On 25.01.2018 17:51, Alan Stern wrote:
On Thu, 25 Jan 2018, Samuel Sadok wrote:
2018-01-23 17:31 GMT+01:00 Alan Stern <stern@xxxxxxxxxxxxxxxxxxx>:
On Tue, 23 Jan 2018, Samuel Sadok wrote:
Thanks Alan,
While I was at it I also enabled debug logs for xhci_hcd and xhci_pci.
$ echo module usbcore =p > /sys/kernel/debug/dynamic_debug/control
$ echo module xhci_hcd =p > /sys/kernel/debug/dynamic_debug/control
$ echo module xhci_pci =p > /sys/kernel/debug/dynamic_debug/control
$ modprobe usbmon
$ cat /sys/kernel/debug/usb/usbmon/0u > /tmp/usbmon.log
$ # press power button
dmesg: https://gist.github.com/anonymous/29b81574abf40605f999cfeefe98e341
usbmon: https://gist.github.com/anonymous/55b6d9bbf8b8c8627230b10d2b09dcb6
Both logs were collected at the same time so the timestamps should match.
In fact they do, quite closely. But there is a noticeable gap in the
usbmon trace, between lines 197 and 198 (the timestamp jumps from
35923531 to 38925126) and there obviously was a lot of activity on bus
1 in between.
Yes you're right, that's inconvenient because the "failed to disable
LTM" message occurs exactly in this gap. Are gaps like this expected /
known? Any ideas on how to mitigate them? (I kinda want to avoid
soldering an external bus monitor to the mainboard :) )
The text interface to usbmon uses a fixed-size buffer, and the size is
a little on the low side if you're dealing with large latencies (which
of course are unavoidable during a suspend/resume scenario).
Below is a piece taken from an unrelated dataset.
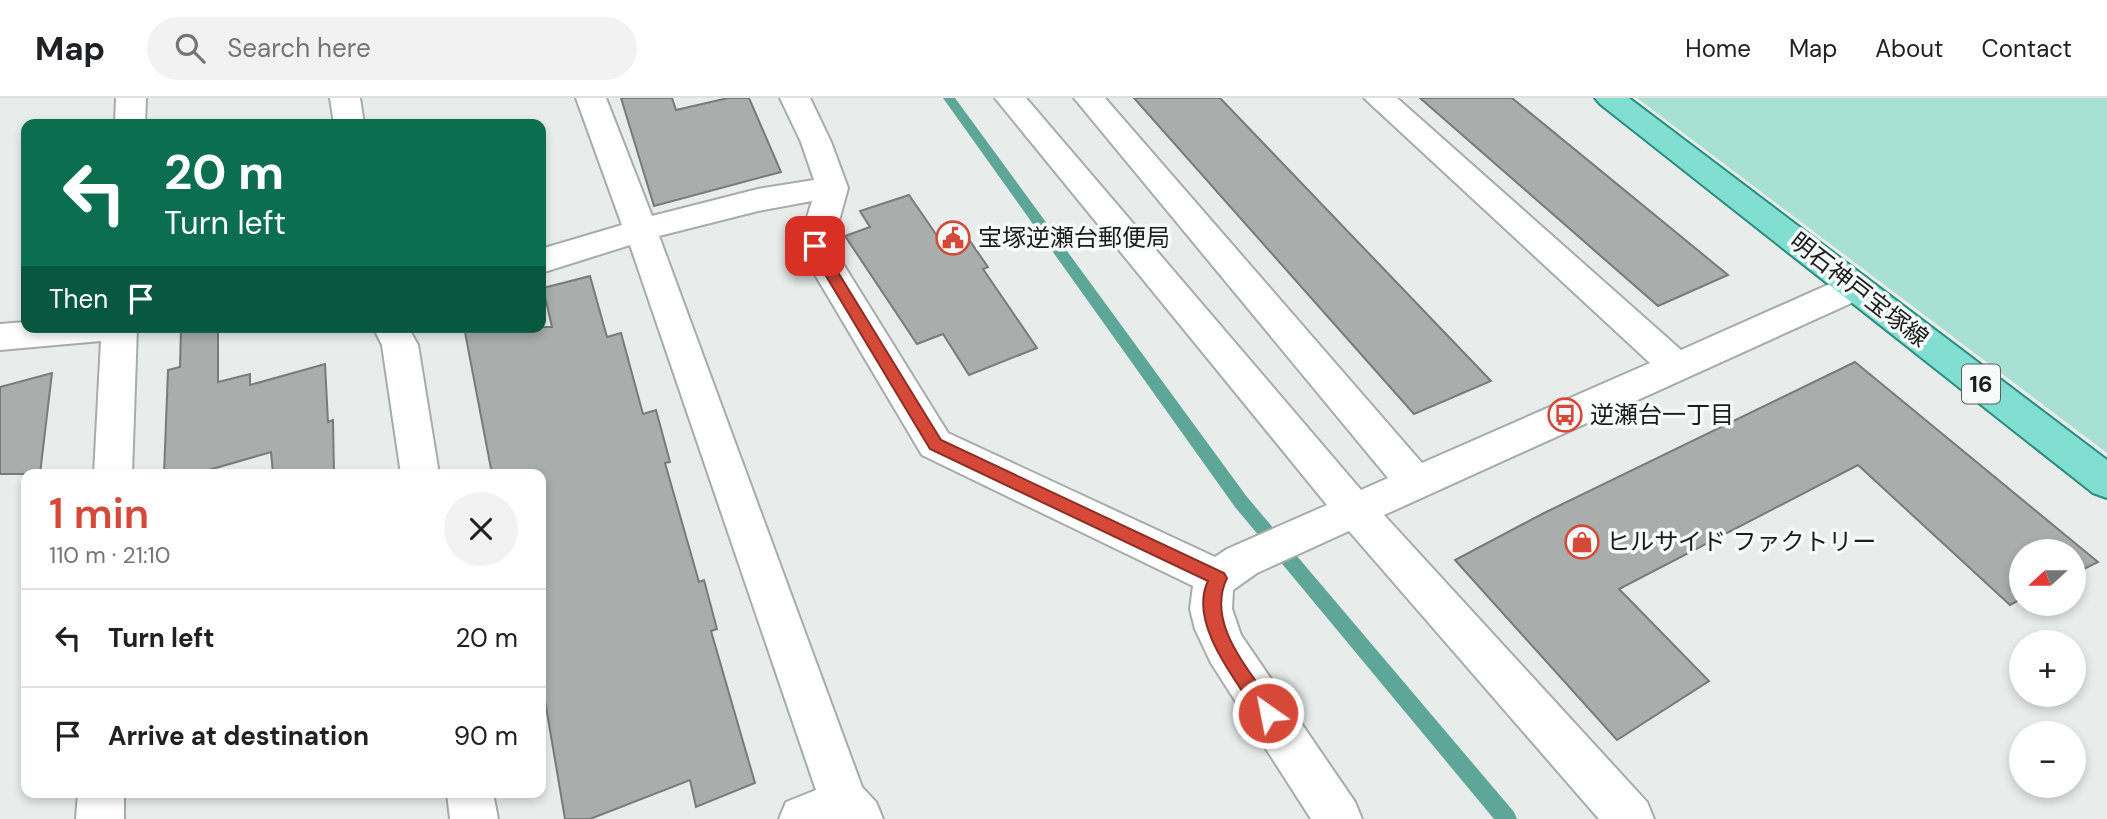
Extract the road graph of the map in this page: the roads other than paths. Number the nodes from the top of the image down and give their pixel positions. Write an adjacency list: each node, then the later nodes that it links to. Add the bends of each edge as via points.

The size
is determined by EVENT_MAX, defined around line 40 in
drivers/usb/mon/mon_text.c:
#define EVENT_MAX (4*PAGE_SIZE / sizeof(struct mon_event_text))
Just change the 4 to something considerably larger and you should be in
good shape.
Resume starts at dmesg line 1255.
As far as I can judge, the earliest indication of something going
wrong is line 1514:
[ 36.087176] xhci_hcd 0000:00:14.0: xHCI xhci_urb_enqueue called with
unaddressed device
[ 36.087180] usb 2-4: Disable of device-initiated U1 failed.
[ 36.087212] xhci_hcd 0000:00:14.0: xHCI xhci_urb_enqueue called with
unaddressed device
[ 36.087224] usb 2-4: Disable of device-initiated U2 failed.
[ 36.087226] xhci_hcd 0000:00:14.0: xHCI xhci_urb_enqueue called with
unaddressed device
[ 36.087227] usb 2-4: usb_reset_and_verify_device Failed to disable LTM
Yes, that's where the problem first seems to show up. Apparently
usb_disable_ltm() fails because it can't communicate with the device,
and usb_reset_and_verify_device() then aborts because of that failure.
It shouldn't do this; after all, one very good reason for resetting the
device is because we're unable to communicate with it.
You could try editing the source code for usb_reset_and_verify_device()
in drivers/usb/core/hub.c, to see what happens if it doesn't give up
after usb_disable_ltm() fails.
For the following logs I modified the "Failed to disable LTM" message
and commented out the goto in the line below. Also I used kernel
version 4.15-rc9 this time. I omitted upgrading the out-of-tree
modules broadcom-wl and nouveau-fw, so don't mind errors related to
that.
The SD card reader is still missing after resume.
dmesg & usbmon:
https://gist.github.com/anonymous/fc597612d5ebbac40d7bef9f8f0b579a
`usb_reset_and_verify_device()` is executed around dmesg line 1524.
Again, the usbmon log has a major gap around that time.
It looks like the system is trying to carry out multiple warm resets,
or a single extremely long warm reset, when it really should give up
and do a cold reset instead.
It would be best to get Mathias's input on this. I don't know what is
the right way to fix this problem.
Alan Stern
Just back form a week long sickleave, sorry about the delay.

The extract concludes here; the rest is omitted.